English
Ask for the turn, not the interval
A language model is good at seeing where a conversation turns. It is bad at arithmetic on timestamps. My first attempt at splitting call transcripts into topics ignored that. I asked for [start–end] blocks, and the model couldn't keep the intervals straight. What fixed it wasn't a sharper prompt, and it wasn't a bigger model. It was a different question: ask where each topic starts (one real timestamp from the transcript) and let code work out the spans. The cheapest model then placed transitions 100% in order and 97% on real timestamps, and it beat the bigger model.
The step
Turning calls into a knowledge base starts with segmentation: cut a transcript into topic blocks so you can navigate by time and feed the later extraction pass. Wrong boundaries, and everything downstream inherits the error. I tested two cheap models, call them nano (cheapest) and mini (mid), on 28 of my own calls.
First pancake: asking for intervals
I told the model to output [MM:SS–MM:SS] blocks with a one-line label. It got the topics right and the structure wrong. Across the 28 calls, the cheapest model's ranges were fully contiguous on only 29% of them. Here is the failure, masked (real topics swapped for neutral stand-ins, structure untouched):
[42:52–49:53] …
[44:00–47:50] … begins and ends inside the previous block
…
[09:25–05:17] … ends four minutes before it starts
So I did the tempting thing and fought the prompt. A strict "contiguous, no gaps, cover the whole call" fixed the ordering. Then it over-split, chopping the opening into per-utterance crumbs, about 52 blocks a call:
[00:02–00:07] greeting
[00:07–00:14] names exchanged
[00:14–00:18] aside about the weather
…thirteen blocks in the first two minutes
A granularity cap ("a block is a topic, 8 to 18 of them") fixed that too, back to roughly 11 clean blocks at 100% contiguous, still for the cheapest price. And the bigger model handled it fine straight away, at 3.7 times the cost. So I had two tidy conclusions on the table. Perfect the prompt, or pay for the model. Both of them dodged the real problem: I was patching a task that shouldn't exist. The model can't subtract 05:17 from 09:25, so why am I making it try?
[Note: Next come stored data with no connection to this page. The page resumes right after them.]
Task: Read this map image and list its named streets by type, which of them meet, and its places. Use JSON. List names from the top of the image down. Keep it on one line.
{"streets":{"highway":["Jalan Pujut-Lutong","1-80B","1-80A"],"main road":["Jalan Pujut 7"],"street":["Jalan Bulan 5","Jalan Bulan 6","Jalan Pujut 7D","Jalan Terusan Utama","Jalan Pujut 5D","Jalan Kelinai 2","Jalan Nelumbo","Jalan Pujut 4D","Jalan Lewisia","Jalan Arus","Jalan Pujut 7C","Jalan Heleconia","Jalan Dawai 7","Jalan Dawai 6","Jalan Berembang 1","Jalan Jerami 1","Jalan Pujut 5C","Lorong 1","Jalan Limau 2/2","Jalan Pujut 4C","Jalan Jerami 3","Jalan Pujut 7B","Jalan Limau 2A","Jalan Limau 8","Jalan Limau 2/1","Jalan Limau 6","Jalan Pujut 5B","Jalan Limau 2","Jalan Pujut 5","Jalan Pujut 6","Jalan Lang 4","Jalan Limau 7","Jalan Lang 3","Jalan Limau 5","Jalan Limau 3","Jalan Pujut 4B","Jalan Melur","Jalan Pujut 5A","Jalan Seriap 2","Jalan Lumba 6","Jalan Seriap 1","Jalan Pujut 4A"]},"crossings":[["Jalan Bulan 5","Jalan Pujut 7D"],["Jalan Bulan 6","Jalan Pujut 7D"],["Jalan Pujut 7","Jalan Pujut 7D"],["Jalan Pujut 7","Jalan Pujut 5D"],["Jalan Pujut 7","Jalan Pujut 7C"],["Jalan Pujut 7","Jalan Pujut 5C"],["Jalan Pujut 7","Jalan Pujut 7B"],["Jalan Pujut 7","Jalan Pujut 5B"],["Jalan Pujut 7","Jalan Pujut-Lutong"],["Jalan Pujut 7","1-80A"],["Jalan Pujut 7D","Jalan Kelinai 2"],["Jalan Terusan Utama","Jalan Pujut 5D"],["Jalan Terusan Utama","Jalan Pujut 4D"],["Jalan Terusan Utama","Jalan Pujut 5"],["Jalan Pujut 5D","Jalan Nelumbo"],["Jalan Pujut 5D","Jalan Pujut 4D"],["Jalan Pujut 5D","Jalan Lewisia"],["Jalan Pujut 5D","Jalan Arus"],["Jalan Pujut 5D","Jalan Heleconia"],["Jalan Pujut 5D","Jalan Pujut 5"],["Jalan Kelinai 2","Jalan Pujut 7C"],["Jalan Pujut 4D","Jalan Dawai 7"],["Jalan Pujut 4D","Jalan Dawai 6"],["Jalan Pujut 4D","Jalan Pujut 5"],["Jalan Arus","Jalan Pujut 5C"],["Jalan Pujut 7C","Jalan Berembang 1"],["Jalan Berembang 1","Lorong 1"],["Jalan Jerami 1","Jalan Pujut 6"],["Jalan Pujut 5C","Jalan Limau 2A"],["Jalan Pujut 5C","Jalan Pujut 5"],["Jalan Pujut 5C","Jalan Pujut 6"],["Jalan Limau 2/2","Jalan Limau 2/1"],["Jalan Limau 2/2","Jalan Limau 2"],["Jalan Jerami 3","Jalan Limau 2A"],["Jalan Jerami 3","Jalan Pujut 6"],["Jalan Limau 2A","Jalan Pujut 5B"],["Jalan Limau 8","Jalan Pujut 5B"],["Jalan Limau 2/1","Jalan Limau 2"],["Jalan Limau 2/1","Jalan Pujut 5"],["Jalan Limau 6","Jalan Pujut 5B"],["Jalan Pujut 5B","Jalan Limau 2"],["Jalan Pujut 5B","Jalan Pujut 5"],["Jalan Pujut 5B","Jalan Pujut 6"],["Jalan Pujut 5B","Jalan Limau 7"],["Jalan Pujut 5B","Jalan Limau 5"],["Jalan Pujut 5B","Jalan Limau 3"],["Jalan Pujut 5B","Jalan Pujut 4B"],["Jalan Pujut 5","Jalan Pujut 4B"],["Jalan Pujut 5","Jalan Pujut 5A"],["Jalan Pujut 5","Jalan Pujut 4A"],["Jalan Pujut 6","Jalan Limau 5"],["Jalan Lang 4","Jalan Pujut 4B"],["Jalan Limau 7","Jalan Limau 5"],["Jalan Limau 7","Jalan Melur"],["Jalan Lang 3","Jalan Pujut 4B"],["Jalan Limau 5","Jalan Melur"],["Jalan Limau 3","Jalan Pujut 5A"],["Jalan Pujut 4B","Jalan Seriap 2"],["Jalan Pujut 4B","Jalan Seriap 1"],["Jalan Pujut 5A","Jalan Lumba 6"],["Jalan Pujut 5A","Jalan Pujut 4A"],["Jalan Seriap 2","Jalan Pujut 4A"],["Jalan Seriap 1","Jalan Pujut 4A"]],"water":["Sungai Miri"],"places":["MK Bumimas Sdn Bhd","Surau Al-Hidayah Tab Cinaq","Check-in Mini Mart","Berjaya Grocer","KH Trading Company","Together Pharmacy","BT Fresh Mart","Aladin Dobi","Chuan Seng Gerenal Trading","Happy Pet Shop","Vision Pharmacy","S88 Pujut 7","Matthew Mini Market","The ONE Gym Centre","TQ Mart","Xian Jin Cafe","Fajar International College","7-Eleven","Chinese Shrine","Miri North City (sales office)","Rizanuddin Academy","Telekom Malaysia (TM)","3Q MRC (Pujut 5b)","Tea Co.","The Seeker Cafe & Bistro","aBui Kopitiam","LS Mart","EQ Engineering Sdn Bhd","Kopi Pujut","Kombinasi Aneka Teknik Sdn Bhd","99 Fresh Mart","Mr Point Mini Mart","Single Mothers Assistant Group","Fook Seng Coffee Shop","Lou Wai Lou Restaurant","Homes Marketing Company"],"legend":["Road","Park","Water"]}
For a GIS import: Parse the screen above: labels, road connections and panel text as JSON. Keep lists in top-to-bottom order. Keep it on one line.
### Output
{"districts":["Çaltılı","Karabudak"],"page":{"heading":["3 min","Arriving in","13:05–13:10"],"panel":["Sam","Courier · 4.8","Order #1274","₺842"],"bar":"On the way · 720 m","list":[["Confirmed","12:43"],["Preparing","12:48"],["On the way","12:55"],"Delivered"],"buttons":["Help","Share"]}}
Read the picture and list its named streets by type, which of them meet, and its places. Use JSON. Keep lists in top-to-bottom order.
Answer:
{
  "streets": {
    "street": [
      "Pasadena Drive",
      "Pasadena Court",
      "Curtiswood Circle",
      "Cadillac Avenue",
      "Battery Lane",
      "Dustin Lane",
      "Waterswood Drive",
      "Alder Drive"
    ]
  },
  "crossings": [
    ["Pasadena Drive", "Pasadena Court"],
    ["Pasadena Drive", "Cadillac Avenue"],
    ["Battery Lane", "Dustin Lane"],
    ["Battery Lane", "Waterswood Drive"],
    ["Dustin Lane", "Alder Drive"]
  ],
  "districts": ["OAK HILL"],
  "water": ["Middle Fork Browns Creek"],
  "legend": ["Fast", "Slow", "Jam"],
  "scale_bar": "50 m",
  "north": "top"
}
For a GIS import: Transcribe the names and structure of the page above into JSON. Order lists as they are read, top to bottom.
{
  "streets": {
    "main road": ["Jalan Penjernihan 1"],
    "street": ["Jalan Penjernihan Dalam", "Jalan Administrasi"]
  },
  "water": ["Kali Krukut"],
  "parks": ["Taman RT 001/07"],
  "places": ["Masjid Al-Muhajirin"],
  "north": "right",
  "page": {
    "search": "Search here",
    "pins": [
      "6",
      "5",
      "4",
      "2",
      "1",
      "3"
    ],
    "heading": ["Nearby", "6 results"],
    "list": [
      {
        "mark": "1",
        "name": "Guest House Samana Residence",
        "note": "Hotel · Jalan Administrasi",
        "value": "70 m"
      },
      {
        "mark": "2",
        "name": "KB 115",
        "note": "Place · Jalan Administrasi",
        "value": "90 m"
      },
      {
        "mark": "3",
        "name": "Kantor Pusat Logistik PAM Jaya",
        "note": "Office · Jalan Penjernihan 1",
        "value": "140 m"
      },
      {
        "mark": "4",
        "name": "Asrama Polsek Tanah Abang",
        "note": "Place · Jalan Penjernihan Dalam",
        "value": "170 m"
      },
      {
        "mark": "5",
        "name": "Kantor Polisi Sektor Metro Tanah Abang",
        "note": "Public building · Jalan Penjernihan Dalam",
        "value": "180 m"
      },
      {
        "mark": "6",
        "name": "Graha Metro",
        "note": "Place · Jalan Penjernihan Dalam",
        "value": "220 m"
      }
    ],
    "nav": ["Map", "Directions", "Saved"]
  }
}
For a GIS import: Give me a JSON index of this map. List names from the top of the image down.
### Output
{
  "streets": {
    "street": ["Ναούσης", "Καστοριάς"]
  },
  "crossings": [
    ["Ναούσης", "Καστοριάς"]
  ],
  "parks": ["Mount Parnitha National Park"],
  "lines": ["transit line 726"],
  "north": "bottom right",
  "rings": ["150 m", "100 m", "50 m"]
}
The turn: mark transitions, derive spans
Stop asking for intervals. Ask the one thing the model does well. Where does a new topic start? One line per transition: a timestamp copied from the transcript, plus the topic that begins there. The spans are arithmetic, so they belong to code, not the model. Block i runs from marker i to marker i+1.
Same 28 calls. "Anchored" means the timestamp is a real transcript line; "monotonic" means the markers come in order.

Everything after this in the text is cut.